▶ [WHAT IS BEING ASKED]
Since only a count is wanted, work out how many lines in the material below contain the word "roads" and return that number.

▶ [EXTRACTED RECORDS]
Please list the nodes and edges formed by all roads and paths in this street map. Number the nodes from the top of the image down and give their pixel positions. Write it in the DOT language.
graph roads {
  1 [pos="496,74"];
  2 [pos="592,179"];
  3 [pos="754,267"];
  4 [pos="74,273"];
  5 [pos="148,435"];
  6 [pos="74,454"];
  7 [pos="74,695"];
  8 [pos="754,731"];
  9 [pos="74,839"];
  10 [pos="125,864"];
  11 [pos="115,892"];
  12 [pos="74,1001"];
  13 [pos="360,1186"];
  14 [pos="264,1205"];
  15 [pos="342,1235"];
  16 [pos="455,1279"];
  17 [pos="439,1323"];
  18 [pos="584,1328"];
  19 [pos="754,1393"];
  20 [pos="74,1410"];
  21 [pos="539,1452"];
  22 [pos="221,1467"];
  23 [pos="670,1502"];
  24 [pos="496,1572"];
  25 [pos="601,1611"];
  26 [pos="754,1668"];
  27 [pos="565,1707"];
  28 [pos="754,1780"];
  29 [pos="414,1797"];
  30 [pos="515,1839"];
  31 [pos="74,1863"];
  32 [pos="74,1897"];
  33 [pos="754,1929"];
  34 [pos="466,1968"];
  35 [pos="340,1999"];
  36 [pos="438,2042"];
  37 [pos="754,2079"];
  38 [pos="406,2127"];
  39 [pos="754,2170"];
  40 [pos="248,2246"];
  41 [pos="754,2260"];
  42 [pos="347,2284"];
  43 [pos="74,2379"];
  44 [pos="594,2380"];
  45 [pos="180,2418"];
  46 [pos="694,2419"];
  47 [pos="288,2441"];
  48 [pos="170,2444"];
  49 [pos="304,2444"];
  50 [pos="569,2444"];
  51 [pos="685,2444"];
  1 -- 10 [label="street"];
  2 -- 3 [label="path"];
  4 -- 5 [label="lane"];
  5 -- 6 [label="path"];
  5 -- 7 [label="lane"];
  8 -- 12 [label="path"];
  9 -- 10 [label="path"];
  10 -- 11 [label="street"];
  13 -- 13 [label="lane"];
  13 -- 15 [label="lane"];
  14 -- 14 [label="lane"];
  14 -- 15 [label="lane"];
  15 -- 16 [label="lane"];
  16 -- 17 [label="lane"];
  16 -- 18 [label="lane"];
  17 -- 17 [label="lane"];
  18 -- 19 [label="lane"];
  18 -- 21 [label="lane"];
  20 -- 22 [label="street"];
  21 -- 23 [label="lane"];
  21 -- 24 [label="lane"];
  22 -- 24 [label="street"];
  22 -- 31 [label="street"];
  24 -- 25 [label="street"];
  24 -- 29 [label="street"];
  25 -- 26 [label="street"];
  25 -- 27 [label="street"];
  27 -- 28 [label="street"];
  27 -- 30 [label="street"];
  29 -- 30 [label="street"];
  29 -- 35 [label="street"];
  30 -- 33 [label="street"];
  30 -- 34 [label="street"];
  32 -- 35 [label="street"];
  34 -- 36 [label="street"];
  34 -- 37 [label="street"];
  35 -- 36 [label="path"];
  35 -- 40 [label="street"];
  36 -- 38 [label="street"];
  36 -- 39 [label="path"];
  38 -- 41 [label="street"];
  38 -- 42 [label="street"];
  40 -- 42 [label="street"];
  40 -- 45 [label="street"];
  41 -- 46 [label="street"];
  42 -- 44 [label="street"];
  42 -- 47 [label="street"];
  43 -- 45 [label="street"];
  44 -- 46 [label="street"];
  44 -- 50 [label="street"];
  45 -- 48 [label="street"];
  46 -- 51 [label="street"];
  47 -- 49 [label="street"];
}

▶ [ANSWER BELOW]
2